REQUIREMENT :: The answer should contain all of the data, retyped without any alteration.

---- PROVIDED RECORDS

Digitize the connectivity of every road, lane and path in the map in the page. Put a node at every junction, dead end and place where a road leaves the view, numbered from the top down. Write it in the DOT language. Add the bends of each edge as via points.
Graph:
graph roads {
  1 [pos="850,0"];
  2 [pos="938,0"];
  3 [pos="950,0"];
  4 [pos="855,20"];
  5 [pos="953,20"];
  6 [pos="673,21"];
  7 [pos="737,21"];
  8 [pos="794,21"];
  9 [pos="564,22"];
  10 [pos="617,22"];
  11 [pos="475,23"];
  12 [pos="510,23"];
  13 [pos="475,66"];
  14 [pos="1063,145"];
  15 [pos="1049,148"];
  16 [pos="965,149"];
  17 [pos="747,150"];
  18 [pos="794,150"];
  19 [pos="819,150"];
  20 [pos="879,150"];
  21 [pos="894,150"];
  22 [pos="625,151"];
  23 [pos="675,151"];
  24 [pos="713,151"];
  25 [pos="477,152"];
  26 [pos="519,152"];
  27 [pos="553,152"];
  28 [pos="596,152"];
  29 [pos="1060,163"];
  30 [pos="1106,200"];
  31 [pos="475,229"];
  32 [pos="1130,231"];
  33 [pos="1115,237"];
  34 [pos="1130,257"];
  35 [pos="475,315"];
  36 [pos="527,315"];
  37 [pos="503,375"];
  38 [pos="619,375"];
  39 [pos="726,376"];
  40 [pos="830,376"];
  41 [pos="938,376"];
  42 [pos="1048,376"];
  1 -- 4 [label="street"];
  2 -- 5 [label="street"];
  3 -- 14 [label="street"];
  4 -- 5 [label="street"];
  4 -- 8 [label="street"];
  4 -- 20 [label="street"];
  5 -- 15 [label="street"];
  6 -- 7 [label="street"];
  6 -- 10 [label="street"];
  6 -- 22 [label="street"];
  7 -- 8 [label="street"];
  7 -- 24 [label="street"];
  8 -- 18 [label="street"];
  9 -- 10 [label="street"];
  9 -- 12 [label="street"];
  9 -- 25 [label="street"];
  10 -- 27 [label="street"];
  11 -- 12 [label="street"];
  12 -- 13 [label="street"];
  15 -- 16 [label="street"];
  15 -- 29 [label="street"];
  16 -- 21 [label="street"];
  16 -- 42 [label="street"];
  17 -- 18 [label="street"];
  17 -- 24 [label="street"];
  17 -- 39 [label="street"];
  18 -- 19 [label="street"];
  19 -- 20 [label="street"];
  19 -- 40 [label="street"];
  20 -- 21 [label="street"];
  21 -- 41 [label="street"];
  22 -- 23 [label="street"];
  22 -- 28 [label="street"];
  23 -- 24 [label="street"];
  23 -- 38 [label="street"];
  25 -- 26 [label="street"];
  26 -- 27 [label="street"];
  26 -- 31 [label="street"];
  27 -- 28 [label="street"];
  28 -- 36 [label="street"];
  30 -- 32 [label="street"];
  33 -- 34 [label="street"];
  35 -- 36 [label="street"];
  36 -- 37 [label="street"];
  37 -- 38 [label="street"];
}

--------

RESULT FOR THIS EXERCISE ::
Digitize the connectivity of every road, lane and path in the map in the page. Put a node at every junction, dead end and place where a road leaves the view, numbered from the top down. Write it in the DOT language. Add the bends of each edge as via points.
Graph:
graph roads {
  1 [pos="850,0"];
  2 [pos="938,0"];
  3 [pos="950,0"];
  4 [pos="855,20"];
  5 [pos="953,20"];
  6 [pos="673,21"];
  7 [pos="737,21"];
  8 [pos="794,21"];
  9 [pos="564,22"];
  10 [pos="617,22"];
  11 [pos="475,23"];
  12 [pos="510,23"];
  13 [pos="475,66"];
  14 [pos="1063,145"];
  15 [pos="1049,148"];
  16 [pos="965,149"];
  17 [pos="747,150"];
  18 [pos="794,150"];
  19 [pos="819,150"];
  20 [pos="879,150"];
  21 [pos="894,150"];
  22 [pos="625,151"];
  23 [pos="675,151"];
  24 [pos="713,151"];
  25 [pos="477,152"];
  26 [pos="519,152"];
  27 [pos="553,152"];
  28 [pos="596,152"];
  29 [pos="1060,163"];
  30 [pos="1106,200"];
  31 [pos="475,229"];
  32 [pos="1130,231"];
  33 [pos="1115,237"];
  34 [pos="1130,257"];
  35 [pos="475,315"];
  36 [pos="527,315"];
  37 [pos="503,375"];
  38 [pos="619,375"];
  39 [pos="726,376"];
  40 [pos="830,376"];
  41 [pos="938,376"];
  42 [pos="1048,376"];
  1 -- 4 [label="street"];
  2 -- 5 [label="street"];
  3 -- 14 [label="street"];
  4 -- 5 [label="street"];
  4 -- 8 [label="street"];
  4 -- 20 [label="street"];
  5 -- 15 [label="street"];
  6 -- 7 [label="street"];
  6 -- 10 [label="street"];
  6 -- 22 [label="street"];
  7 -- 8 [label="street"];
  7 -- 24 [label="street"];
  8 -- 18 [label="street"];
  9 -- 10 [label="street"];
  9 -- 12 [label="street"];
  9 -- 25 [label="street"];
  10 -- 27 [label="street"];
  11 -- 12 [label="street"];
  12 -- 13 [label="street"];
  15 -- 16 [label="street"];
  15 -- 29 [label="street"];
  16 -- 21 [label="street"];
  16 -- 42 [label="street"];
  17 -- 18 [label="street"];
  17 -- 24 [label="street"];
  17 -- 39 [label="street"];
  18 -- 19 [label="street"];
  19 -- 20 [label="street"];
  19 -- 40 [label="street"];
  20 -- 21 [label="street"];
  21 -- 41 [label="street"];
  22 -- 23 [label="street"];
  22 -- 28 [label="street"];
  23 -- 24 [label="street"];
  23 -- 38 [label="street"];
  25 -- 26 [label="street"];
  26 -- 27 [label="street"];
  26 -- 31 [label="street"];
  27 -- 28 [label="street"];
  28 -- 36 [label="street"];
  30 -- 32 [label="street"];
  33 -- 34 [label="street"];
  35 -- 36 [label="street"];
  36 -- 37 [label="street"];
  37 -- 38 [label="street"];
}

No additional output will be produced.